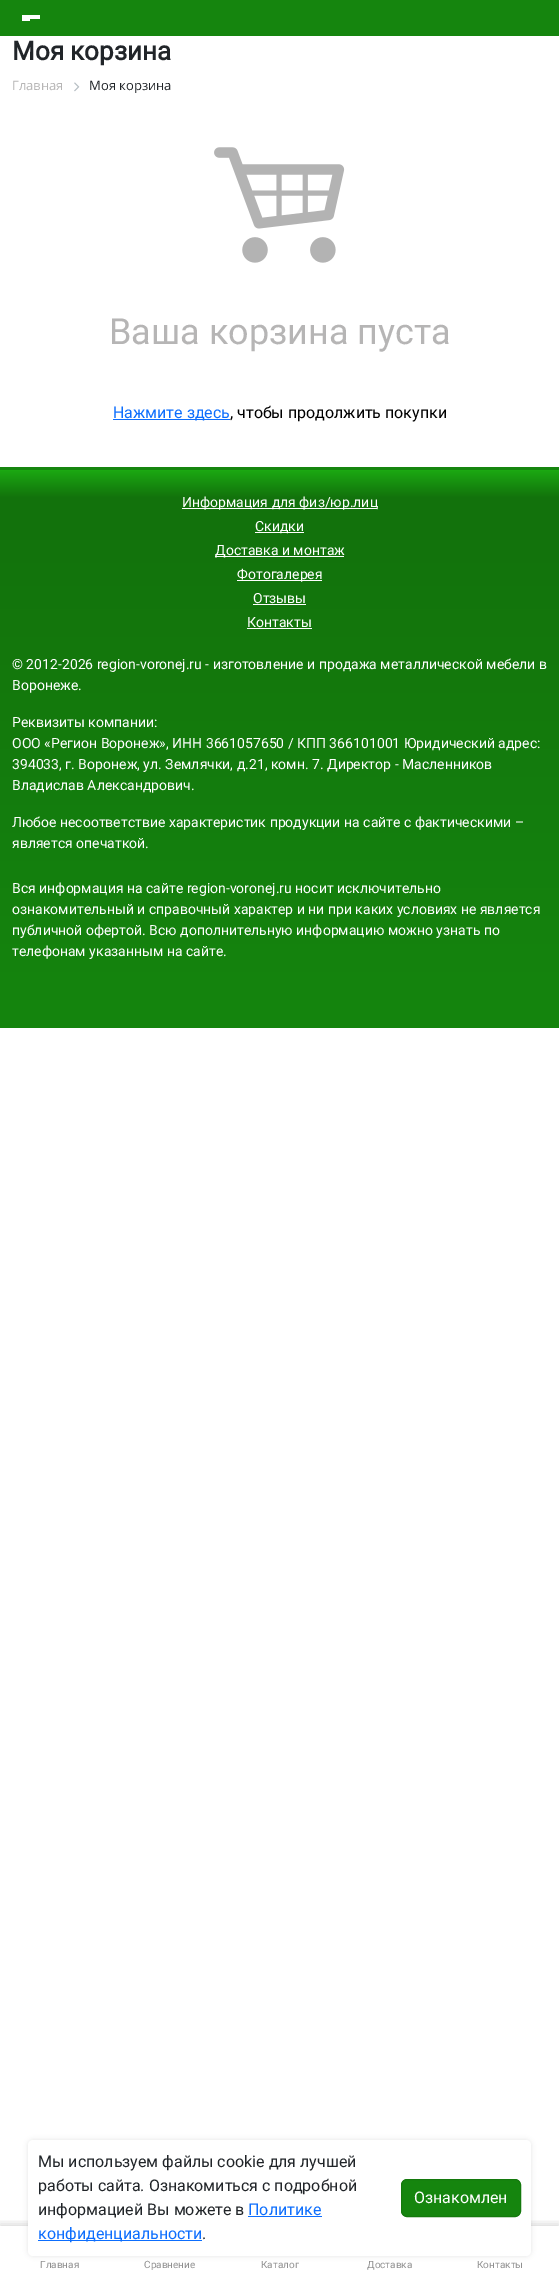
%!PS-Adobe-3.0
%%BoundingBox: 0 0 559 2276
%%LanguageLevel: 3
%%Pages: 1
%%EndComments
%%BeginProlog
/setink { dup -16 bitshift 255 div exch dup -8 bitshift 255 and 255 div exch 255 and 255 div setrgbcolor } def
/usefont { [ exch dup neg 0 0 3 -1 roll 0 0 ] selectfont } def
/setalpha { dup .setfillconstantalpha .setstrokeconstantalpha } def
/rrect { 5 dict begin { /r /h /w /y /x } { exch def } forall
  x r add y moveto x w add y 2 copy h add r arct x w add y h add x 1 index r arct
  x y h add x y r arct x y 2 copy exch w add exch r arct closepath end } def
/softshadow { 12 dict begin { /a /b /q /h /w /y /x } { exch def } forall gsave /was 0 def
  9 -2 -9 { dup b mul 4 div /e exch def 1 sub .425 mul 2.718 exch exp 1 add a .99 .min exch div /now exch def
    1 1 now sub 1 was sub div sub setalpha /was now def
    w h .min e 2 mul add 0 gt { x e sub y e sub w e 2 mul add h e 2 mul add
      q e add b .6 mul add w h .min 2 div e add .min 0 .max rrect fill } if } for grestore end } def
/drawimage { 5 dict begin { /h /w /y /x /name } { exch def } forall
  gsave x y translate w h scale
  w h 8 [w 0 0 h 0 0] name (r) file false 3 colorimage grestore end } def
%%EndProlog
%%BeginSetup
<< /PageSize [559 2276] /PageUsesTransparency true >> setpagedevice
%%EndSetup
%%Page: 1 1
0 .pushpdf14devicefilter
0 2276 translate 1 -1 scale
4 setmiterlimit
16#FFFFFF setink
0 0 559 2276 rectfill
[
    [0 0 559 36 16#15850E]
    [22 15 18 4 16#FFFFFF]
    [22 19 8 2 16#FFFFFF]
] { aload pop setink rectfill } forall
/Roboto-Bold 26 usefont
16#212529 setink
12 60 moveto (Моя корзина) show
/OpenSans-Regular 13 usefont
16#B6B5B5 setink
12 90 moveto (Главная) show
(img1.raw) 74 82 6 10 drawimage
16#212529 setink
89 90 moveto (Моя корзина) show
(img2.raw) 214 147 131 116 drawimage
/Roboto-Regular 36 usefont
16#B6B5B5 setink
109 344 moveto (Ваша корзина пуста) show
16#0D6EFD setink
113 419 117 1 rectfill
/Roboto-Regular 16 usefont
113 418 moveto (Нажмите здесь) show
16#000000 setink
230 418 moveto (, чтобы продолжить покупки) show
gsave 0 467 moveto 559 467 lineto 559 470 lineto 0 470 lineto closepath clip newpath
<< /ShadingType 2 /ColorSpace /DeviceRGB /Coords [280 470 280 -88] /Extend [true true] /Function << /FunctionType 3 /Domain [0 1] /Functions [<< /FunctionType 2 /Domain [0 1] /C0 [0.082 0.522 0.055] /C1 [0.071 0.447 0.047] /N 1 >> << /FunctionType 2 /Domain [0 1] /C0 [0.071 0.447 0.047] /C1 [0.106 0.659 0.071] /N 1 >>] /Bounds [0.95] /Encode [0 1 0 1] >> >> shfill grestore
gsave 0 470 moveto 559 470 lineto 559 1028 lineto 0 1028 lineto closepath clip newpath
<< /ShadingType 2 /ColorSpace /DeviceRGB /Coords [280 1028 280 470] /Extend [true true] /Function << /FunctionType 3 /Domain [0 1] /Functions [<< /FunctionType 2 /Domain [0 1] /C0 [0.082 0.522 0.055] /C1 [0.071 0.447 0.047] /N 1 >> << /FunctionType 2 /Domain [0 1] /C0 [0.071 0.447 0.047] /C1 [0.106 0.659 0.071] /N 1 >>] /Bounds [0.95] /Encode [0 1 0 1] >> >> shfill grestore
16#FFFFFF setink
182 508 195 1 rectfill
/Roboto-Regular 14 usefont
182 507 moveto (Информация для физ/юр.лиц) show
255 532 49 1 rectfill
255 531 moveto (Скидки) show
215 556 129 1 rectfill
215 555 moveto (Доставка и монтаж) show
237 580 85 1 rectfill
237 579 moveto (Фотогалерея) show
253 603 moveto (Отзывы) show
253 604 53 1 rectfill
247 627 moveto (Контакты) show
247 628 65 1 rectfill
[
    [(© 2012-2026 region-voronej.ru - изготовление и продажа металлической мебели в) 12 669]
    [(Воронеже.) 12 690]
    [(Реквизиты компании:) 12 727]
    [(ООО «Регион Воронеж», ИНН 3661057650 / КПП 366101001 Юридический адрес:) 12 748]
    [(394033, г. Воронеж, ул. Землячки, д.21, комн. 7. Директор - Масленников) 12 769]
    [(Владислав Александрович.) 12 790]
    [(Любое несоответствие характеристик продукции на сайте с фактическими –) 12 827]
    [(является опечаткой.) 12 848]
    [(Вся информация на сайте region-voronej.ru носит исключительно) 12 893]
    [(ознакомительный и справочный характер и ни при каких условиях не является) 12 914]
    [(публичной офертой. Всю дополнительную информацию можно узнать по) 12 935]
    [(телефонам указанным на сайте.) 12 956]
] { aload pop moveto show } forall
16#000000 setink
28 2140 503 116 5 2.5 0.1 softshadow
gsave
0 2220 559 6 rectclip
0 2224 559 50 0 4 0.15 softshadow
grestore
16#FFFFFF setink
28 2140 503 116 5 rrect fill
/Roboto-Regular 16 usefont
16#212529 setink
[
    [(Мы используем файлы cookie для лучшей) 38 2167]
    [(работы сайта. Ознакомиться с подробной) 38 2191]
    [(информацией Вы можете в) 38 2215]
] { aload pop moveto show } forall
16#0D6EFD setink
248 2215 moveto (Политике) show
248 2216 74 1 rectfill
38 2240 164 1 rectfill
38 2239 moveto (конфиденциальности) show
16#212529 setink
202 2239 moveto (.) show
16#15850E setink
401.5 2179.5 119 37 5.5 rrect gsave fill grestore
16#14790D setink
stroke
16#FFFFFF setink
414 2203 moveto (Ознакомлен) show
/Roboto-Regular 10 usefont
16#909090 setink
[
    [(Главная) 40 2268]
    [(Сравнение) 144 2268]
    [(Каталог) 261 2268]
    [(Доставка) 367 2268]
    [(Контакты) 477 2268]
] { aload pop moveto show } forall
.poppdf14devicefilter showpage
%%EOF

━━━━━━━━━━━━━━━━━━━━

▸ TASK: Every line in the records above with the string "arct" in it should be shown.

▸ OUTPUT BELOW:
  x r add y moveto x w add y 2 copy h add r arct x w add y h add x 1 index r arct
  x y h add x y r arct x y 2 copy exch w add exch r arct closepath end } def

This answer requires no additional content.